## REQUIRED WORK
An exact copy of all the records is the expected answer.

## DATA TO EXAMINE

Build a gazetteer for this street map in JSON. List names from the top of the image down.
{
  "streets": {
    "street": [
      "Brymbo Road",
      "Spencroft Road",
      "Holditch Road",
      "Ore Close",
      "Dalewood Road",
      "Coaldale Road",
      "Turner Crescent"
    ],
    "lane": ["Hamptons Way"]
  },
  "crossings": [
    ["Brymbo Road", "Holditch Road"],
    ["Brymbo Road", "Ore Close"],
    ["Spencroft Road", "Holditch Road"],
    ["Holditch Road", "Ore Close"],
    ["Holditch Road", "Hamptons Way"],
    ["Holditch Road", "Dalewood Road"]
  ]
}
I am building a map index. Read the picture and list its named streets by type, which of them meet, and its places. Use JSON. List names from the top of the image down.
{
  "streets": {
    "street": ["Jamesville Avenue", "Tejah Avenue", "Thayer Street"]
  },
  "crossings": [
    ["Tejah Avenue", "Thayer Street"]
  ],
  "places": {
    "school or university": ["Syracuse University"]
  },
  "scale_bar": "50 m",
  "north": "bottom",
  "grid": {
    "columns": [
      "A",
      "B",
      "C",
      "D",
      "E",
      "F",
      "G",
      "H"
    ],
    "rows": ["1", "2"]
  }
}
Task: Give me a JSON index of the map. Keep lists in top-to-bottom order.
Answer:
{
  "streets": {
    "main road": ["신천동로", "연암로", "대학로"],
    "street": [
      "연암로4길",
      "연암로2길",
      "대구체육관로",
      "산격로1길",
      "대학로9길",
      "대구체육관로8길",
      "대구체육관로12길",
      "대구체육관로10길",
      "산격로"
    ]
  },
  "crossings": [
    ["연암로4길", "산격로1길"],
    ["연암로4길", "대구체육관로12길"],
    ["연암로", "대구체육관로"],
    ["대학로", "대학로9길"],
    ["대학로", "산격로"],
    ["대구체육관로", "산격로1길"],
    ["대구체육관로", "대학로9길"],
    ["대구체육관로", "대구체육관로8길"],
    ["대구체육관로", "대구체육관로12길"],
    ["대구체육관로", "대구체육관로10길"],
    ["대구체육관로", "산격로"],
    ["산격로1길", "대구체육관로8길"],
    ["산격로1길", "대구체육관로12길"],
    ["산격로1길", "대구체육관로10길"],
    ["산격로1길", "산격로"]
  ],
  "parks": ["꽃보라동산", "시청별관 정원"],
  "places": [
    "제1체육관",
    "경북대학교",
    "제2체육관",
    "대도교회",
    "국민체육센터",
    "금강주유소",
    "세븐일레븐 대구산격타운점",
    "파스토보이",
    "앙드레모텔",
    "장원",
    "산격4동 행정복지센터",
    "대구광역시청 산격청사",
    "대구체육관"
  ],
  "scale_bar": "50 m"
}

## YOUR RESPONSE
Build a gazetteer for this street map in JSON. List names from the top of the image down.
{
  "streets": {
    "street": [
      "Brymbo Road",
      "Spencroft Road",
      "Holditch Road",
      "Ore Close",
      "Dalewood Road",
      "Coaldale Road",
      "Turner Crescent"
    ],
    "lane": ["Hamptons Way"]
  },
  "crossings": [
    ["Brymbo Road", "Holditch Road"],
    ["Brymbo Road", "Ore Close"],
    ["Spencroft Road", "Holditch Road"],
    ["Holditch Road", "Ore Close"],
    ["Holditch Road", "Hamptons Way"],
    ["Holditch Road", "Dalewood Road"]
  ]
}
I am building a map index. Read the picture and list its named streets by type, which of them meet, and its places. Use JSON. List names from the top of the image down.
{
  "streets": {
    "street": ["Jamesville Avenue", "Tejah Avenue", "Thayer Street"]
  },
  "crossings": [
    ["Tejah Avenue", "Thayer Street"]
  ],
  "places": {
    "school or university": ["Syracuse University"]
  },
  "scale_bar": "50 m",
  "north": "bottom",
  "grid": {
    "columns": [
      "A",
      "B",
      "C",
      "D",
      "E",
      "F",
      "G",
      "H"
    ],
    "rows": ["1", "2"]
  }
}
Task: Give me a JSON index of the map. Keep lists in top-to-bottom order.
Answer:
{
  "streets": {
    "main road": ["신천동로", "연암로", "대학로"],
    "street": [
      "연암로4길",
      "연암로2길",
      "대구체육관로",
      "산격로1길",
      "대학로9길",
      "대구체육관로8길",
      "대구체육관로12길",
      "대구체육관로10길",
      "산격로"
    ]
  },
  "crossings": [
    ["연암로4길", "산격로1길"],
    ["연암로4길", "대구체육관로12길"],
    ["연암로", "대구체육관로"],
    ["대학로", "대학로9길"],
    ["대학로", "산격로"],
    ["대구체육관로", "산격로1길"],
    ["대구체육관로", "대학로9길"],
    ["대구체육관로", "대구체육관로8길"],
    ["대구체육관로", "대구체육관로12길"],
    ["대구체육관로", "대구체육관로10길"],
    ["대구체육관로", "산격로"],
    ["산격로1길", "대구체육관로8길"],
    ["산격로1길", "대구체육관로12길"],
    ["산격로1길", "대구체육관로10길"],
    ["산격로1길", "산격로"]
  ],
  "parks": ["꽃보라동산", "시청별관 정원"],
  "places": [
    "제1체육관",
    "경북대학교",
    "제2체육관",
    "대도교회",
    "국민체육센터",
    "금강주유소",
    "세븐일레븐 대구산격타운점",
    "파스토보이",
    "앙드레모텔",
    "장원",
    "산격4동 행정복지센터",
    "대구광역시청 산격청사",
    "대구체육관"
  ],
  "scale_bar": "50 m"
}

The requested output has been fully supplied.